So one side effect of C being a mess is that bool and char constants are formatted as integers by default. You have to either cast them to the correct type or use an explicit format specifier which is a bit annoying.
@thradams@vitaut _Bool goes all the way back to C99, C23 actually deprecated it in favour of 'bool' (eg. stdbool.h no longer needed), both are "proper" bools, but AFAIK the C standard doesn't enforce a specific size
@thradams@vitaut also I suspect that the problem might be that _Bool/bool implicitly converts to int (eg I guess in vararg lists, bools are passed as int, not sure though)
@floooh@vitaut@thradams if you’re compiling as standard C99 or C11, it is “right” for true and false to be ints, since they are specified to be #define-d as 1 and 0 in stdbool.h
@floooh@vitaut@thradams the other annoying thing is that the comparison operators also all produce results of type `int` in C. I forget whether c23 fixes that as well
@joe@vitaut@thradams ...and then the next problem is that MSVC will probably never get C23 support (they should just be honest and declare MSVC as deprecated and switch Visual Studio to Clang as default compiler)
Yeah, we should just change this. But a compiler maintainer or some company sitting on legacy code that it wants remain conforming without maintenance effort will likely complain.

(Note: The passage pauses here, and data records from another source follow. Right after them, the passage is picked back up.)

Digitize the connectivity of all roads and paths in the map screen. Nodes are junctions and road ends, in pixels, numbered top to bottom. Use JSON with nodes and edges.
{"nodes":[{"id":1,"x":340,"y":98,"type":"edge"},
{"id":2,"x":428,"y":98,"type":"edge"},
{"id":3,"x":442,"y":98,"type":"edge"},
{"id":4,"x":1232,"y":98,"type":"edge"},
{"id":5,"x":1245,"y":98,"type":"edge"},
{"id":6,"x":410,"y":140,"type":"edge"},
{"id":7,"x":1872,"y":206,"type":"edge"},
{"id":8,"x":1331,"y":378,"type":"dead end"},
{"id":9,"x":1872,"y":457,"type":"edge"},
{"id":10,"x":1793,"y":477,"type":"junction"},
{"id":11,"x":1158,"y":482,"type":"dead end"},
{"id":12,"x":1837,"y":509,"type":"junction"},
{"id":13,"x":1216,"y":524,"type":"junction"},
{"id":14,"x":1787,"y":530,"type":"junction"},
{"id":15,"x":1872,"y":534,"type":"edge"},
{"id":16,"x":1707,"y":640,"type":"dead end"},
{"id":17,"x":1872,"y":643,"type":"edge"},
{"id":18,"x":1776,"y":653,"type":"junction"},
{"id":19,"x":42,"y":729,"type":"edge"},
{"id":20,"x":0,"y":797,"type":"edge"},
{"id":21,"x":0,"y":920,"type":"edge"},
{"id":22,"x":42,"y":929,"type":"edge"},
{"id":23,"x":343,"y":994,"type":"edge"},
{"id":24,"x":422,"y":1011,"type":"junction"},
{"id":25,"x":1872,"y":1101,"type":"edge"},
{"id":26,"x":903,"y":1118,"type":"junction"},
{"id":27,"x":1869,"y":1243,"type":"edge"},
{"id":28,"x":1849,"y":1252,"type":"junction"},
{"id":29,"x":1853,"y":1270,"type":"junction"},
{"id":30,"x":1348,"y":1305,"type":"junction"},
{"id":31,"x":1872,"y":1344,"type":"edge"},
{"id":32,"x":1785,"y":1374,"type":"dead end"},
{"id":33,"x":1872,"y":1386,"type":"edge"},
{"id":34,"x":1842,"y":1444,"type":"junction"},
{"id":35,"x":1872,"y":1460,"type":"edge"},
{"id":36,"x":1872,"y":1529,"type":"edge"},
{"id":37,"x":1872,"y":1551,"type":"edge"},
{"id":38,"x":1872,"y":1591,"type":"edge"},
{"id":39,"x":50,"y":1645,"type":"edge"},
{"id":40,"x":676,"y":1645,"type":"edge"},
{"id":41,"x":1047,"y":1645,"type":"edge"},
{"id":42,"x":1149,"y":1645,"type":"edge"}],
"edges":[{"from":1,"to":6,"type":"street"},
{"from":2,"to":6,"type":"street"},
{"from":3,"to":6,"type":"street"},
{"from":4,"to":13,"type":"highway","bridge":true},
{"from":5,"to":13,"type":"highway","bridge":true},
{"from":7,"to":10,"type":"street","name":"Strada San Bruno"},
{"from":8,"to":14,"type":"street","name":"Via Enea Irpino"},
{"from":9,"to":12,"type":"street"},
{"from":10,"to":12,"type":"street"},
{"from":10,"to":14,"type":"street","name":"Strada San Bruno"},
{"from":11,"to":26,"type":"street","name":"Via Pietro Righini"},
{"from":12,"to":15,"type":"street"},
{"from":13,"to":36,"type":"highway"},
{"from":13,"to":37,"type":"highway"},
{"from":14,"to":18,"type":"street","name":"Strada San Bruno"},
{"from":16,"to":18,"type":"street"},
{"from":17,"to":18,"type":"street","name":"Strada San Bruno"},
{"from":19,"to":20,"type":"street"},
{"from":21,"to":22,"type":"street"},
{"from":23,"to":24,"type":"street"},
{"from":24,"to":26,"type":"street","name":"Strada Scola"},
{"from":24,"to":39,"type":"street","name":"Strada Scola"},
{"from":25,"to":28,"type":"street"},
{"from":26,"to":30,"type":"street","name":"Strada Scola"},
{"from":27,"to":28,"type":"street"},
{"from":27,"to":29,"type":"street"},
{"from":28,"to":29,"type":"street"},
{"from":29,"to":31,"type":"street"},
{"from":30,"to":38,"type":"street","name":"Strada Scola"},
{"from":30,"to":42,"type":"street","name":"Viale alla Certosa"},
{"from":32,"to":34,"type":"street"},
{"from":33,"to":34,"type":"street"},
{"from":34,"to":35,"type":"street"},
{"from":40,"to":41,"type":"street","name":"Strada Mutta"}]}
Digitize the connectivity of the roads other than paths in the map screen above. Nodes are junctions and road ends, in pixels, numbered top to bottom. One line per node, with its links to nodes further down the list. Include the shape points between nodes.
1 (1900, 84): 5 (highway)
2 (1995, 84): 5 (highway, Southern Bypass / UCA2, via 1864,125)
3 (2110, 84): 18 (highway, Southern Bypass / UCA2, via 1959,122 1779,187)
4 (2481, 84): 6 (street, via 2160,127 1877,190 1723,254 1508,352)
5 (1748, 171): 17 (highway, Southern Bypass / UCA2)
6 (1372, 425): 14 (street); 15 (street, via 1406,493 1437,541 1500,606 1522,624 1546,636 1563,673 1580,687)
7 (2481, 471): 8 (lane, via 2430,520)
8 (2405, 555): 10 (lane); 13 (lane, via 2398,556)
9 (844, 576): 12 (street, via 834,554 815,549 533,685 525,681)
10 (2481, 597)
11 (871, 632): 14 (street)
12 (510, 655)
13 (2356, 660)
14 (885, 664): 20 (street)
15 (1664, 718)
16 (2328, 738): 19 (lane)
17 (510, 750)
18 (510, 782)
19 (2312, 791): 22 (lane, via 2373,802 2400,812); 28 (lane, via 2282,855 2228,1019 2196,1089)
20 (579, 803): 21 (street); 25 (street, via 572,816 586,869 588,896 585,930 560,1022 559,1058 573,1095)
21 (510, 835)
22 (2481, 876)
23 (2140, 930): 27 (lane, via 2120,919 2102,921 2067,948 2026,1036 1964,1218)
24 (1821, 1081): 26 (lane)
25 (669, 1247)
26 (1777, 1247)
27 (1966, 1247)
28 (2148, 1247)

@uecker@vitaut@thradams@foonathan@floooh@JensGustedt it seems like wg14 is more willing now to accept lightly-breaking changes like new keywords. would this be the sort of change you all would accept under a new language version?
@joe@vitaut@thradams@foonathan@floooh@JensGustedt Unclear. I try sometimes but some compiler vendors often protest vehemently against such changes. For example, I wanted to make null pointer constants have pointer types (which is a much more serious issue than this boolean issue), but there was a lot of opposition.